The School is playing a major role in the planning and implementation of the goals of the UCRF. These efforts will conceptualize North Carolina as a “laboratory” in the best sense of the word – enabling researchers to discover, develop, and disseminate effective population-based strategies to turn the tide on cancer in communities and health care settings across the state.

Optimizing Cancer Outcomes in North Carolina

A major UCRF strategic planning effort directed by faculty from the Gillings School of Global Public Health led to the development of important new initiatives to improve cancer outcomes for North Carolina. These will be groundbreaking research and resource development projects with far reaching implications for North Carolina and will serve as a model for the nation.

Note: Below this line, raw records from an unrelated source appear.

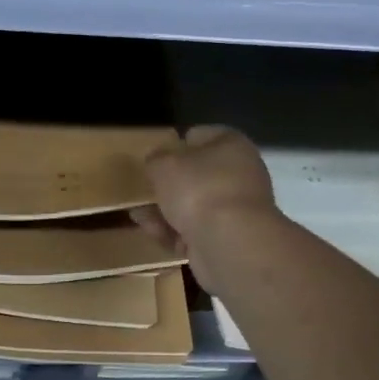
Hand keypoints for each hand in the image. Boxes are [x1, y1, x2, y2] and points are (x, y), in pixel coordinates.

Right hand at [131, 125, 277, 295]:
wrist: (229, 243)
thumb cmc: (199, 190)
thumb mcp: (164, 164)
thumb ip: (156, 159)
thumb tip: (157, 162)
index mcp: (232, 146)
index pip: (201, 135)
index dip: (177, 143)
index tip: (155, 157)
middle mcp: (240, 174)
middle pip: (198, 175)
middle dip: (169, 184)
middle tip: (144, 189)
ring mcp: (236, 210)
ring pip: (194, 206)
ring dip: (166, 211)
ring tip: (138, 214)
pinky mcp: (229, 240)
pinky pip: (195, 231)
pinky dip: (174, 233)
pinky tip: (152, 233)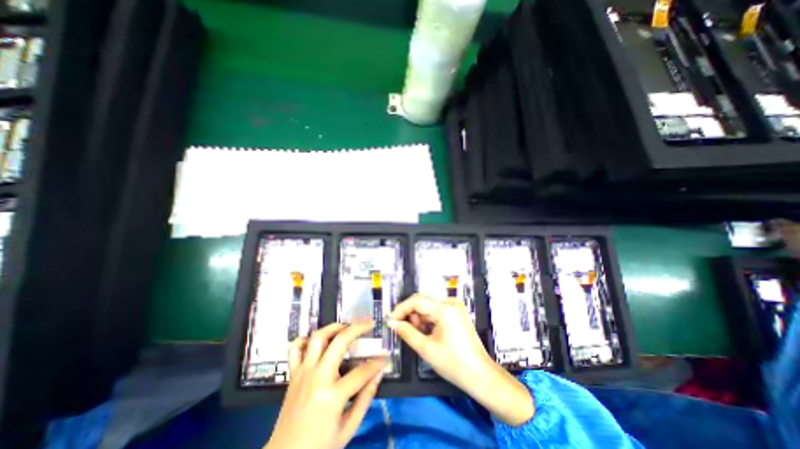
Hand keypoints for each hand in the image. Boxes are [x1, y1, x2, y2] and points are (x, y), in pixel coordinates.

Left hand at [264, 322, 387, 448]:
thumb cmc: (319, 447)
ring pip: (318, 337)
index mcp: (332, 397)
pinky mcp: (293, 374)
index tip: (386, 357)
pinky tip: (318, 340)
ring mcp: (303, 373)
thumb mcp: (348, 428)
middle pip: (340, 342)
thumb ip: (366, 398)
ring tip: (347, 326)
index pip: (361, 371)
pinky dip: (307, 339)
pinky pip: (296, 348)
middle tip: (369, 324)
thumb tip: (379, 374)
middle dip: (358, 328)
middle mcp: (316, 378)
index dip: (377, 363)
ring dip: (334, 327)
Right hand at [389, 294, 532, 426]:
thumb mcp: (426, 349)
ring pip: (428, 306)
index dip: (401, 309)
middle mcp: (451, 302)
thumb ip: (407, 332)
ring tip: (418, 335)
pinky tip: (428, 333)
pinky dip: (428, 320)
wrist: (480, 375)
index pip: (416, 300)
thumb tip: (392, 323)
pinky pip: (436, 311)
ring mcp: (455, 306)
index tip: (391, 321)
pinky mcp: (456, 312)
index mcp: (445, 309)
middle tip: (404, 330)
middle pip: (422, 301)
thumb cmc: (454, 364)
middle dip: (410, 314)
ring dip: (419, 318)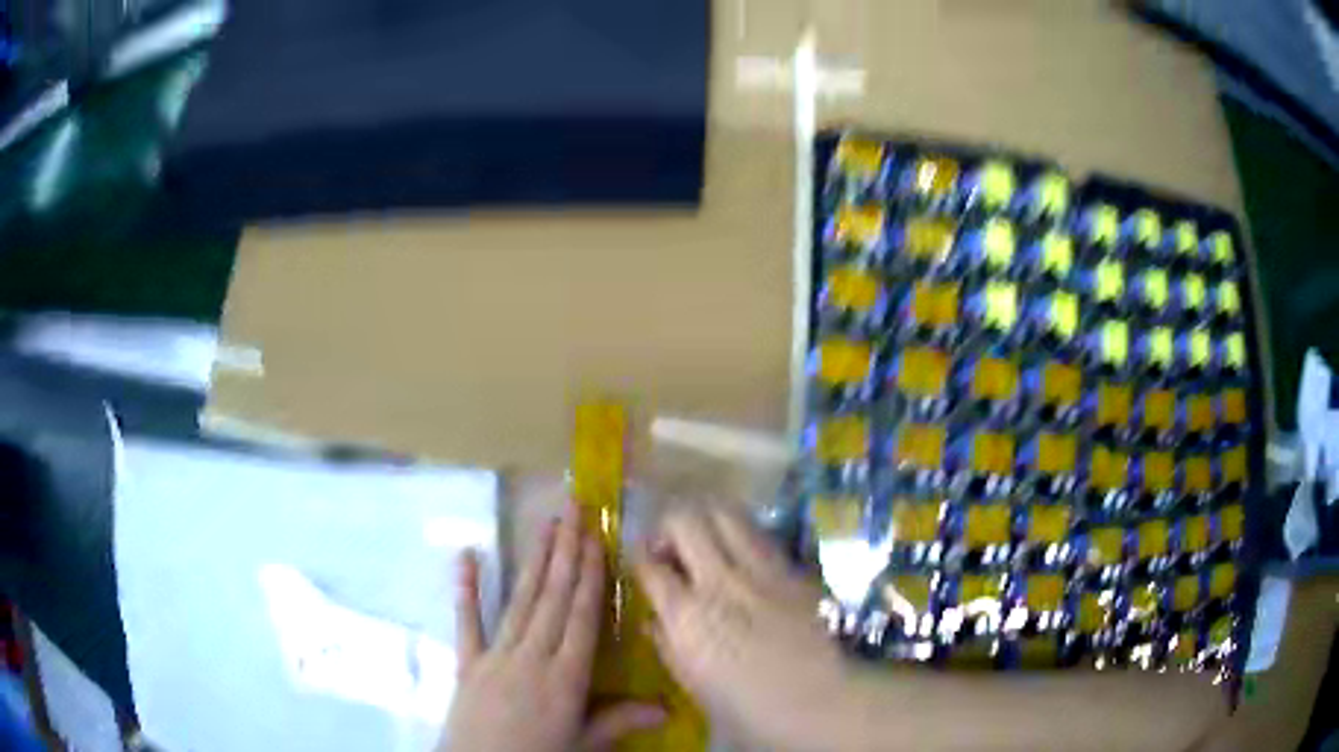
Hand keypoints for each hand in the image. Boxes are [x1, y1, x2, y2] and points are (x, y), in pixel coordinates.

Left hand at [441, 505, 664, 751]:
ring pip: (521, 601)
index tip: (596, 539)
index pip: (583, 617)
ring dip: (535, 562)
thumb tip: (669, 707)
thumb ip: (620, 720)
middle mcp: (532, 657)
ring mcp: (496, 656)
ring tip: (546, 525)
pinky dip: (466, 590)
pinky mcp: (467, 663)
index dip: (591, 576)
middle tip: (574, 510)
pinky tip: (466, 556)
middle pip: (554, 598)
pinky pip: (467, 623)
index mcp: (566, 677)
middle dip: (566, 553)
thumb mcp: (584, 743)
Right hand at [634, 508, 854, 751]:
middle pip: (685, 520)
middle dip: (669, 526)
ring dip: (708, 521)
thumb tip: (654, 619)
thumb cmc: (747, 708)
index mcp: (687, 614)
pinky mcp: (794, 569)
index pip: (649, 564)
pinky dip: (744, 536)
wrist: (820, 701)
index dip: (639, 557)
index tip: (641, 562)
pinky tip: (746, 561)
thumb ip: (667, 645)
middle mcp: (720, 580)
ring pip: (727, 513)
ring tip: (708, 543)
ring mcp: (761, 569)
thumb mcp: (693, 684)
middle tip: (672, 548)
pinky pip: (762, 535)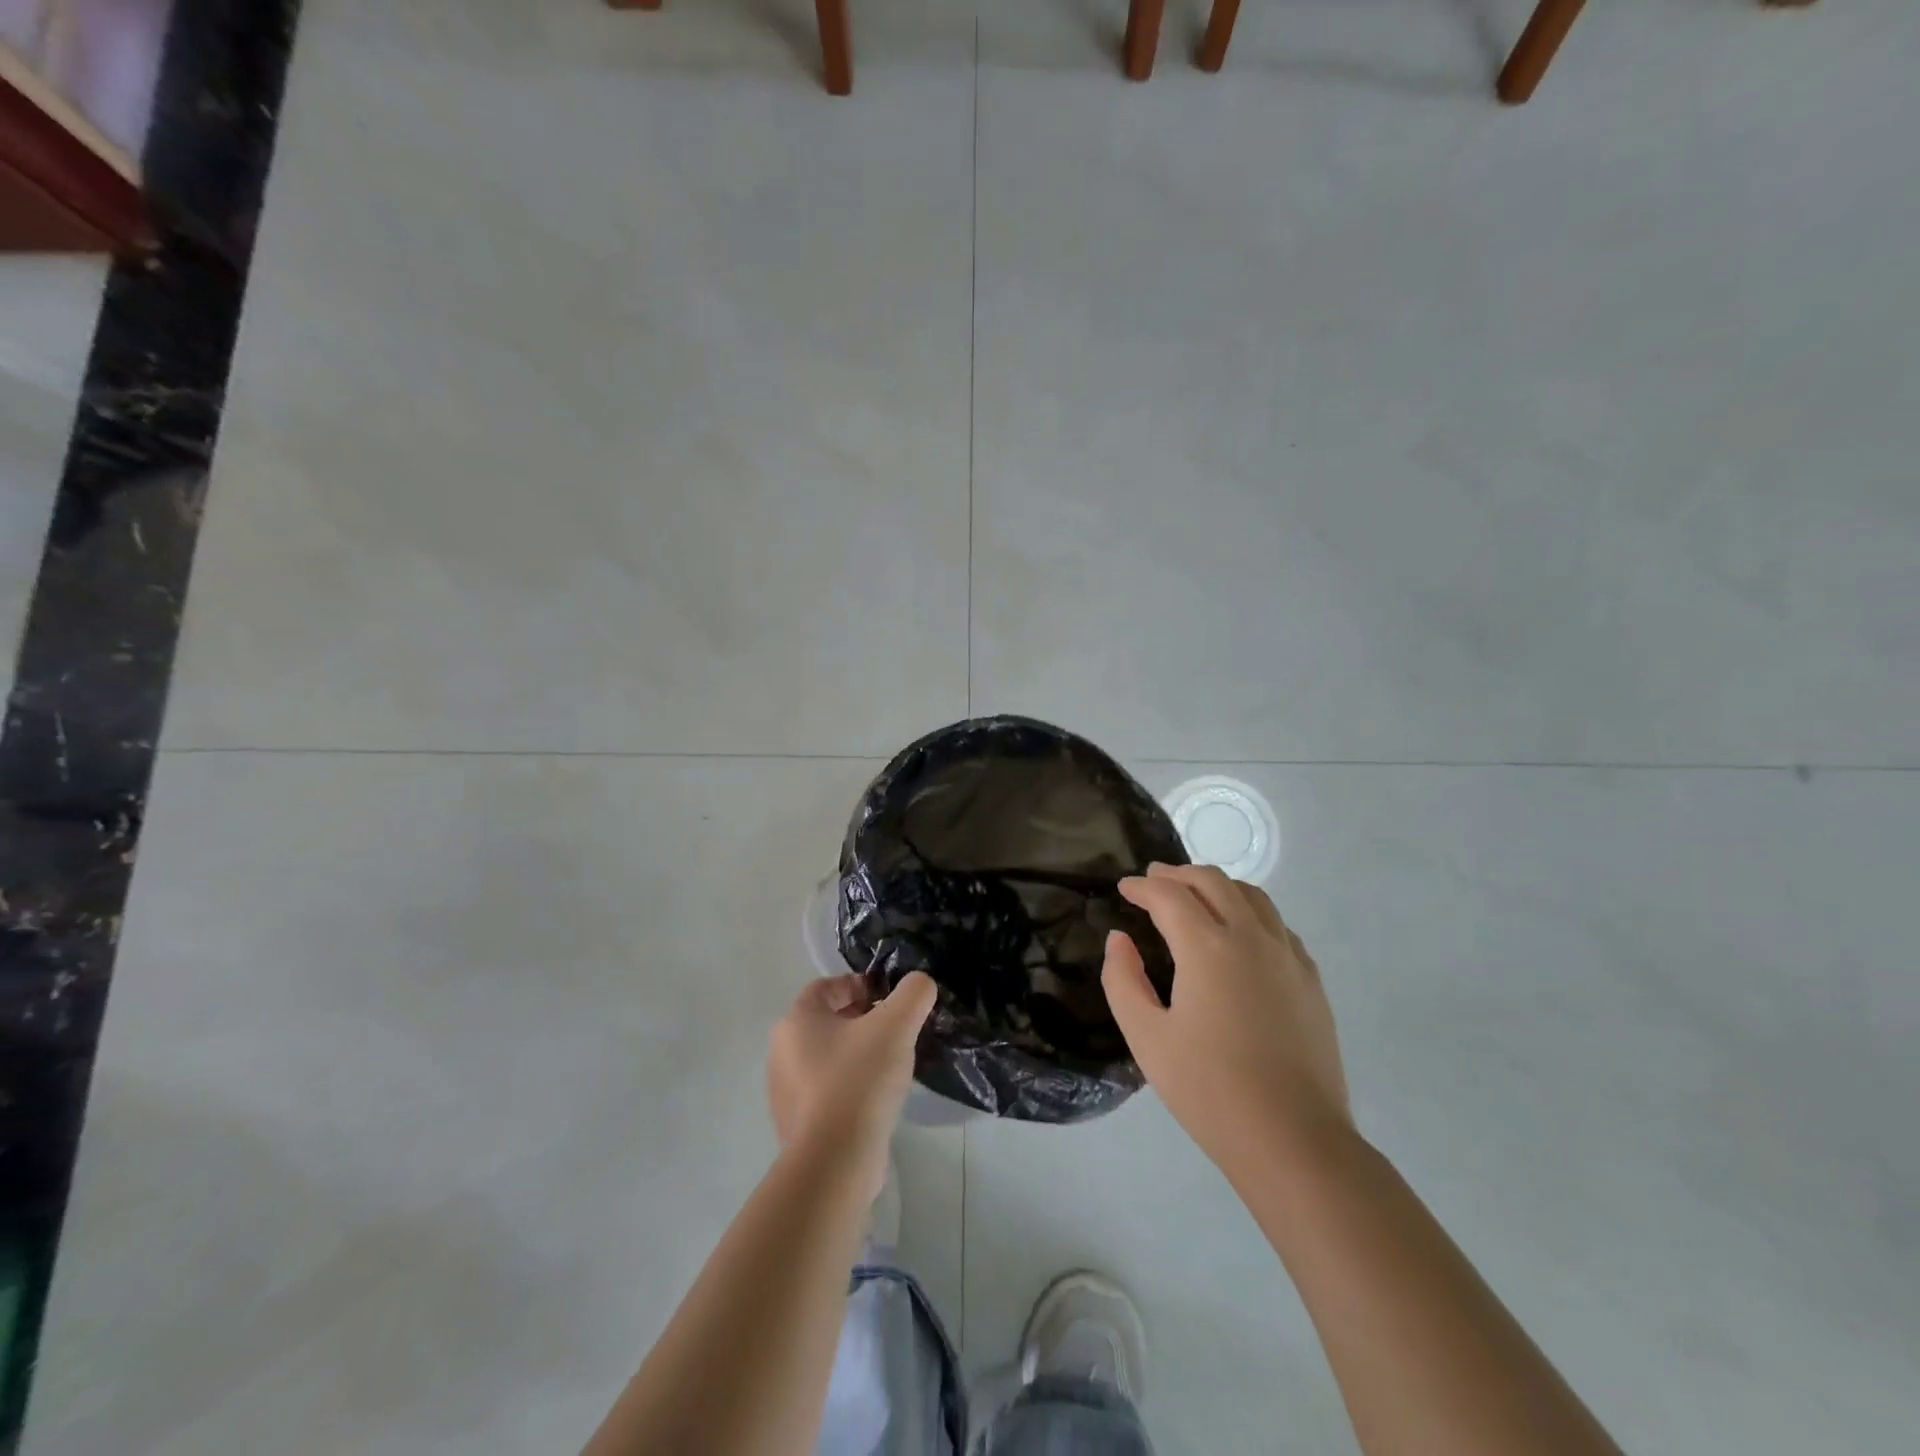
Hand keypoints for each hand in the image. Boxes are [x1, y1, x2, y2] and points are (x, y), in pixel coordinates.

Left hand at [766, 972, 936, 1190]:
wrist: (834, 1161)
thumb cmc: (859, 1079)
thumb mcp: (896, 1025)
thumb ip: (913, 993)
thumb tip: (920, 984)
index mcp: (796, 1020)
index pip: (826, 987)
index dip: (858, 985)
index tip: (888, 999)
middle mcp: (782, 1051)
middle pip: (827, 1022)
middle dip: (861, 1020)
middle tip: (895, 1031)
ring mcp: (784, 1091)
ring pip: (827, 1057)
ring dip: (856, 1054)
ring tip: (889, 1067)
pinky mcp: (796, 1125)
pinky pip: (826, 1092)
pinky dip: (849, 1087)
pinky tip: (874, 1101)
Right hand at [1102, 864, 1350, 1177]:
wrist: (1295, 1141)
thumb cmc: (1210, 1090)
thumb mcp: (1146, 1038)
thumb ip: (1123, 980)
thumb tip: (1120, 939)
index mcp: (1208, 948)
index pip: (1169, 896)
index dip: (1142, 887)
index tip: (1124, 888)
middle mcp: (1251, 937)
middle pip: (1213, 881)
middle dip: (1178, 875)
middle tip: (1154, 880)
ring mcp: (1288, 956)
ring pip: (1252, 896)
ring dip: (1217, 886)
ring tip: (1195, 896)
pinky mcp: (1310, 980)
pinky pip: (1278, 925)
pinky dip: (1250, 912)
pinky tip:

Highlights of the strategic plan components include:

  • The foundation for optimizing cancer outcomes in North Carolina and beyond will be provided by a unique, comprehensive cancer information system, the North Carolina Integrated Cancer Surveillance and Information System (ICISS). By tapping multiple data sources over time, ICISS will prospectively create valid (and replicable) measures of outcomes of cancer control activities, especially among vulnerable subgroups and communities that have been traditionally under-represented. ICISS will continually link statewide incidence and mortality data with other key data sources such as the North Carolina cancer care databases, information on other outcomes (e.g., quality of life), and demographic, social, geographic, and environmental data. By greatly enhancing the ability of researchers to gather and share information across disciplines, ICISS can help North Carolinians make more informed choices about cancer prevention and control, whether they lead community-based organizations, state and county health departments, university or industry-based research teams, or health policy organizations. No such integrated population-based cancer informatics system exists at the state or national levels in the United States. As envisioned, ICISS could become a model for rational cancer planning in the US and beyond.
  • One of the key research priorities of the University Cancer Research Fund is to initiate a repository of specimens and data on UNC cancer patients. The UNC Health Registry will prospectively identify and rapidly recruit 10,000 patients with appointments at the NC Cancer Hospital into a registry. This study will integrate, through a comprehensive database, clinical, epidemiological and interview data with repositories of biologic specimens and tumor tissue obtained from each patient. The UNC Health Registry will form the basis of a survivor cohort a valuable resource making future studies of survivorship feasible.
  • We will build a state-of-the-art system to evaluate interventions to improve cancer outcomes in multiple formats accessible to all North Carolina residents. Health-E-NC will harness the power of health information and other communications technologies to prevent cancer and to improve quality of life and other appropriate outcomes for those living with cancer. The goals are to target cancer risk factors (tobacco use, dietary behavior, physical activity, obesity), cancer screening and referrals (e.g. breast, cervical), decision support (colorectal and prostate screening), and uptake of tested prevention and treatment interventions, such as HPV vaccination. An array of proven intervention delivery approaches will be employed, such as message tailoring, social marketing, peer counseling/coaching, health provider interventions, and community participatory strategies. Interventions will be delivered through multiple channels, including print, small media (e.g. direct mail and local radio), the World Wide Web, social networks, mobile devices (e.g. mobile phones, personal digital assistants), peer and professional leaders, and health systems. Health-E-NC will provide fertile ground for novel research on various intervention delivery methods, as well as testing dissemination approaches to accelerate the population uptake of evidence-based approaches.